▶ _Work instructions_
Copy every line in the listing that contains "getContext".

▶ _Material for the task_
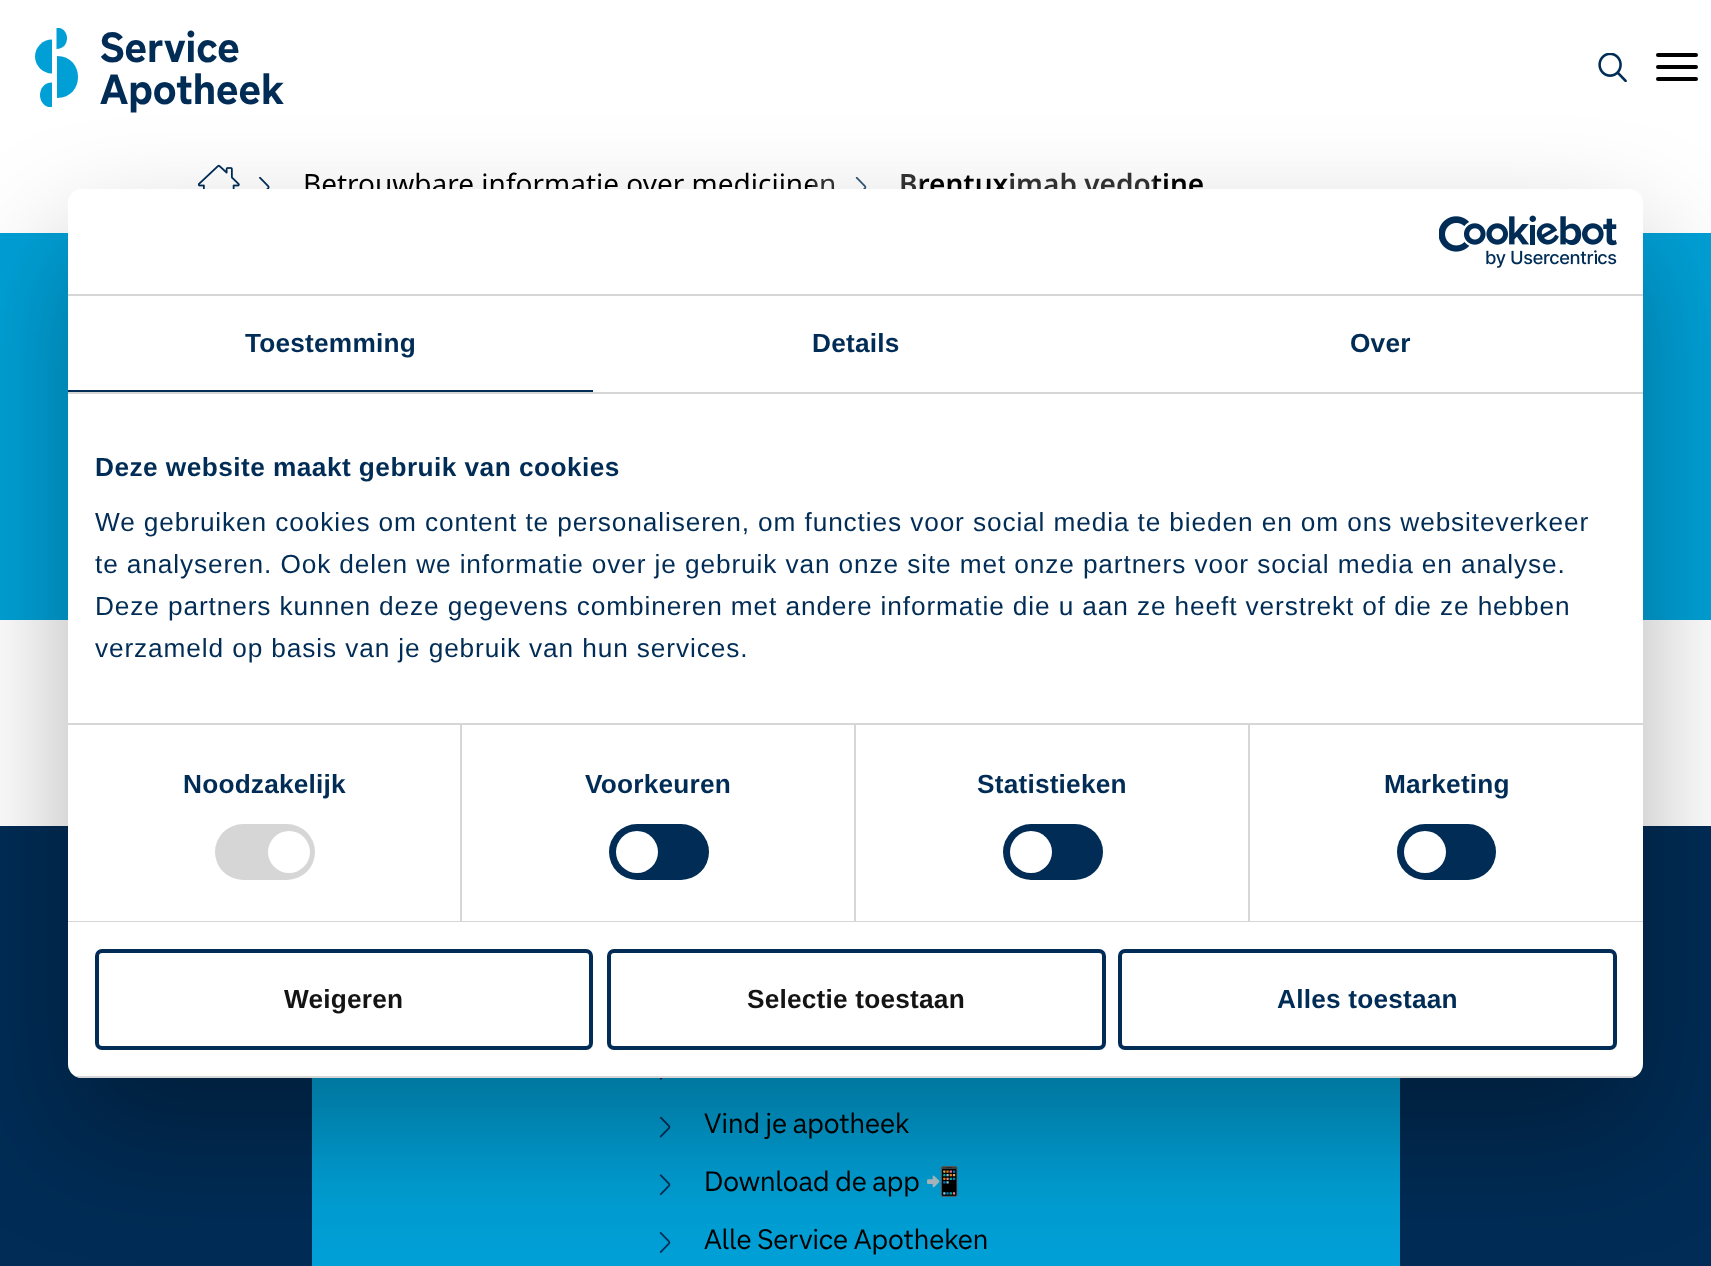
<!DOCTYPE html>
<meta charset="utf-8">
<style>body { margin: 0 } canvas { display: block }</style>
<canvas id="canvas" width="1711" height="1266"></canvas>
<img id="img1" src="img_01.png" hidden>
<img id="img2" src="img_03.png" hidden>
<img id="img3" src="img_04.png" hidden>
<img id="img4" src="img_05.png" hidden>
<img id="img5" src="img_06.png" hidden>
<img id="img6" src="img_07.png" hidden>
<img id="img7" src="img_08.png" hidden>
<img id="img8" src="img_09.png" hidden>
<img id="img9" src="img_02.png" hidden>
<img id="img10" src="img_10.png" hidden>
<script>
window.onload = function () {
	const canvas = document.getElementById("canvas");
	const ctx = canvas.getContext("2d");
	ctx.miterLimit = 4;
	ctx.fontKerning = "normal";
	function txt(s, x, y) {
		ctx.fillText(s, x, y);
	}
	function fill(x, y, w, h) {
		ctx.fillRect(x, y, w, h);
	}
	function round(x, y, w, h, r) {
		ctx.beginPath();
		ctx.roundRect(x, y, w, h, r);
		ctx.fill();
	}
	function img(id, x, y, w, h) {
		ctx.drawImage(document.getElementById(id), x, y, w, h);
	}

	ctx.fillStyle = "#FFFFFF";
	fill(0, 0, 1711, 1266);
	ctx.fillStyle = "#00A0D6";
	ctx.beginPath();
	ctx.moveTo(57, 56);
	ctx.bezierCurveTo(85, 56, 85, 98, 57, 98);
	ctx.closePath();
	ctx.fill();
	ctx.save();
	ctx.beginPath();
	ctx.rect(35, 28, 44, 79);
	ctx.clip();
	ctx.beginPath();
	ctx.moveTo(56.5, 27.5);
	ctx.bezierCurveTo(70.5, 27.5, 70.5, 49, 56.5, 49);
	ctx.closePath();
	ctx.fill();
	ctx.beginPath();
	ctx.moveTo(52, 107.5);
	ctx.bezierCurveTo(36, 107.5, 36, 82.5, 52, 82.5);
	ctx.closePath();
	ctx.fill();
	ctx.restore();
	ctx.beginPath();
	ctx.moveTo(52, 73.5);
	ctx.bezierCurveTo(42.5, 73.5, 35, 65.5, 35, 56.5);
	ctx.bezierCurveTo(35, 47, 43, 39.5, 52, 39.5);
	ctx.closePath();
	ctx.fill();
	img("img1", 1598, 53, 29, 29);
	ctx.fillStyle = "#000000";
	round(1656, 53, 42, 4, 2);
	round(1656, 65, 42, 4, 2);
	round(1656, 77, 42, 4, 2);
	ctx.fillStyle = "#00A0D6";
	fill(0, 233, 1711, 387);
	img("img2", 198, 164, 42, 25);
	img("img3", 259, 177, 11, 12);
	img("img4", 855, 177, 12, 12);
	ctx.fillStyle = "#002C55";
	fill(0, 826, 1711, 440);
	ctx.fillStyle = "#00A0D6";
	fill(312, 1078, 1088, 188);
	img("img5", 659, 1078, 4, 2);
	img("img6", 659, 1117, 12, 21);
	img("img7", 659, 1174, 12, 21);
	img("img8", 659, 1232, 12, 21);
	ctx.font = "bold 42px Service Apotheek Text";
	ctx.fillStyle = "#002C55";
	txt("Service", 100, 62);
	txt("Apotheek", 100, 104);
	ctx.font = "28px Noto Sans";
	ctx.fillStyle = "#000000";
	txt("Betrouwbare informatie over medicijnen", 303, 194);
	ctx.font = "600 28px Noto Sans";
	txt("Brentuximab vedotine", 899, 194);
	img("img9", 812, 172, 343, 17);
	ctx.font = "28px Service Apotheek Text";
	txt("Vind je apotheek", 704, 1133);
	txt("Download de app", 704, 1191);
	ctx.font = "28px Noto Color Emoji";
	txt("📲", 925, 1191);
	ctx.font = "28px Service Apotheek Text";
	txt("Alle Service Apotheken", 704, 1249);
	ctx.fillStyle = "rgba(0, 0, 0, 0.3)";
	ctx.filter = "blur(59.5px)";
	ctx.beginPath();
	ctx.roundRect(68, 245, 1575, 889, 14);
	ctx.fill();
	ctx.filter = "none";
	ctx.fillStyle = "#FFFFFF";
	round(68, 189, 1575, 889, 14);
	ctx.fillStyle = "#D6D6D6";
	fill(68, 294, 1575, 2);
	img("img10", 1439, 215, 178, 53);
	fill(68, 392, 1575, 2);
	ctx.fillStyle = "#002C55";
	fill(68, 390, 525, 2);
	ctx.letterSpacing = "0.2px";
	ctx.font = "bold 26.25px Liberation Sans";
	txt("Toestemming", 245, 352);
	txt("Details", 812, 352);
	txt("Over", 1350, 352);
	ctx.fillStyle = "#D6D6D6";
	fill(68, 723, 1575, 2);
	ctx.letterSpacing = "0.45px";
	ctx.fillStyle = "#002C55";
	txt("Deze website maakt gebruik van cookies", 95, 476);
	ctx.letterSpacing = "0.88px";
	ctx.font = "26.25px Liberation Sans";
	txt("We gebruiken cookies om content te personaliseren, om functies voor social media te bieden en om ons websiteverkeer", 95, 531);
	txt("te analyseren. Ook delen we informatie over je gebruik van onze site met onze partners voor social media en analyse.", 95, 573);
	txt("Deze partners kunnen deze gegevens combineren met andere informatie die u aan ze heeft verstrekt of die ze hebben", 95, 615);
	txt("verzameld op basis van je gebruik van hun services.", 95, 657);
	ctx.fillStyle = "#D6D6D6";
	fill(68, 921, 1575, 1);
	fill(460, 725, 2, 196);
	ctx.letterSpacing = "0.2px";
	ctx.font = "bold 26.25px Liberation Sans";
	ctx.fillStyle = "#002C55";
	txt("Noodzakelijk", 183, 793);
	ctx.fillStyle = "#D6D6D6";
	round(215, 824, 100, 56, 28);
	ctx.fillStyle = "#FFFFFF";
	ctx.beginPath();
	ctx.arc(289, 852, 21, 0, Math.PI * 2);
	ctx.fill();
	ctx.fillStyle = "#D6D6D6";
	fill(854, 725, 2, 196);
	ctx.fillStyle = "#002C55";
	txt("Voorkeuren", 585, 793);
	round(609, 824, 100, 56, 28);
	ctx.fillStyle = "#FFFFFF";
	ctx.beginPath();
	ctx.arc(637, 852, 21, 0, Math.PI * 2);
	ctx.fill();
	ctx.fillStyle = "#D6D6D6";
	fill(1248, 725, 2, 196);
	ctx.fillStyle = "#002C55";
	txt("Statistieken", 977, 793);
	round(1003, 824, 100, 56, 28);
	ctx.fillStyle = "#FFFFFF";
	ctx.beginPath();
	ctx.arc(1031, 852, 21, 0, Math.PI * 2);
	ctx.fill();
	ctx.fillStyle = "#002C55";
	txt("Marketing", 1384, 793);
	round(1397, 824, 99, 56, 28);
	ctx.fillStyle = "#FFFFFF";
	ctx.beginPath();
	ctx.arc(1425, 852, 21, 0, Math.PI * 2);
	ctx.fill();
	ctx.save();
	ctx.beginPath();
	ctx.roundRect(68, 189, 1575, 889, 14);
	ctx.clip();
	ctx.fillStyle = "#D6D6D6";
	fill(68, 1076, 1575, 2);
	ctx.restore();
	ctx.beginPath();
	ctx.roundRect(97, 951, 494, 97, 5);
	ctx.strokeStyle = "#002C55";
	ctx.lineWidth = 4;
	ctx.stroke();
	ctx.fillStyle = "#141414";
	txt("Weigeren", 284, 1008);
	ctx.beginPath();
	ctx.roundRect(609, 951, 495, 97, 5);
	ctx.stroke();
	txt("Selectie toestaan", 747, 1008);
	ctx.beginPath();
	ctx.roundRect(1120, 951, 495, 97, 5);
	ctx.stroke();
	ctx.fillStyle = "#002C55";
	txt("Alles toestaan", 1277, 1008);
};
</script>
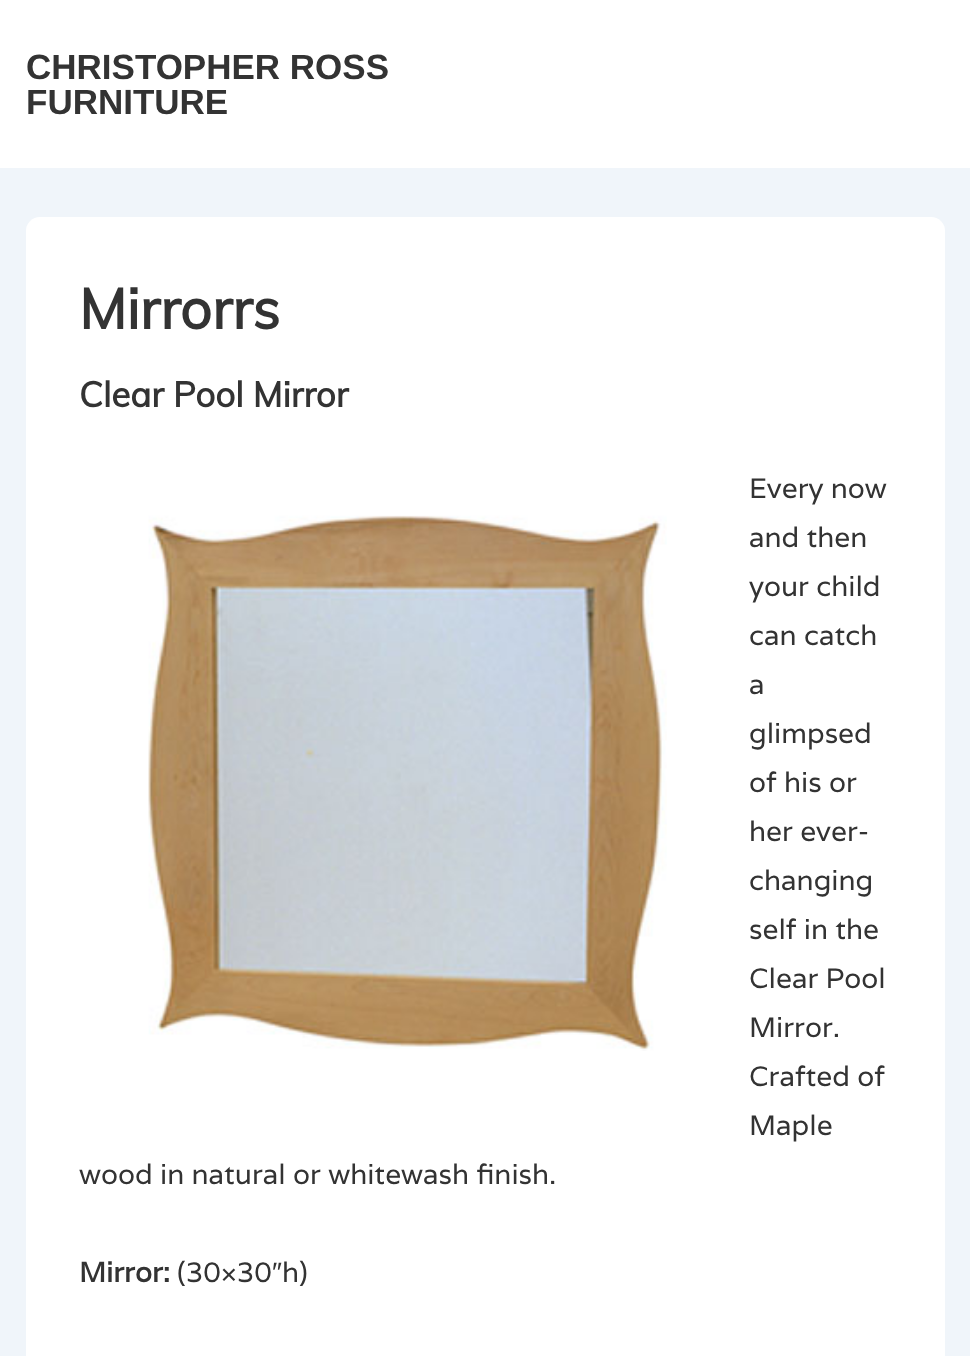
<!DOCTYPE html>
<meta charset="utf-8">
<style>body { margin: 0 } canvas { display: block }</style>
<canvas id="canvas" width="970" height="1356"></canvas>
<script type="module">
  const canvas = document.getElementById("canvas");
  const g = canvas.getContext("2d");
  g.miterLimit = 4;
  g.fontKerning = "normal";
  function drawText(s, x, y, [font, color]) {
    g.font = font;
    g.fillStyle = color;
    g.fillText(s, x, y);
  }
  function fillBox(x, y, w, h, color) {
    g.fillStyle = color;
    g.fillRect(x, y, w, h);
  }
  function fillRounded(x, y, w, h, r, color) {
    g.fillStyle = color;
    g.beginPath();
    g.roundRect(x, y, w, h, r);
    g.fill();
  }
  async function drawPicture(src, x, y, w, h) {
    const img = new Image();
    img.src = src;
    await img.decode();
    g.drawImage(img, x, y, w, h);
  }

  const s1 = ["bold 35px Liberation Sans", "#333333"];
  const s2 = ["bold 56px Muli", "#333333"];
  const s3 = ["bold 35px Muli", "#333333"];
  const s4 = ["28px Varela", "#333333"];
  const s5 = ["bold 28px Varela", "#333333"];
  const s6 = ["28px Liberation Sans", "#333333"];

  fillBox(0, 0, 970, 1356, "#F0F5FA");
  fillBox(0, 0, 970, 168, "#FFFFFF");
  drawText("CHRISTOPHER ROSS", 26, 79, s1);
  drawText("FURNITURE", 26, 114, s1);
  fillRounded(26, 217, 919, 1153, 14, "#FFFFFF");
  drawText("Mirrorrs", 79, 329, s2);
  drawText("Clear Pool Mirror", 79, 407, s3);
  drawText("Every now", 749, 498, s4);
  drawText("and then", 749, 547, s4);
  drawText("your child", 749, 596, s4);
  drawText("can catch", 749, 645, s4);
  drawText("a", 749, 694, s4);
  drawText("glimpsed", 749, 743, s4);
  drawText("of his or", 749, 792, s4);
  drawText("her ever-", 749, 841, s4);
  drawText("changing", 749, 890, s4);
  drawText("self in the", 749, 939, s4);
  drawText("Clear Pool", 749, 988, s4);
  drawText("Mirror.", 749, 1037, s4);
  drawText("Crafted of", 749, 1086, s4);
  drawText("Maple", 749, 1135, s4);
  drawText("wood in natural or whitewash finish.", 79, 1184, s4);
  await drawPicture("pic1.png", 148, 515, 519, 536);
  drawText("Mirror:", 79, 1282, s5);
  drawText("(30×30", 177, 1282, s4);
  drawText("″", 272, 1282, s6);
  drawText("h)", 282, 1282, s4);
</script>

▶ _Solution to the exercise_
	const ctx = canvas.getContext("2d");
  const g = canvas.getContext("2d");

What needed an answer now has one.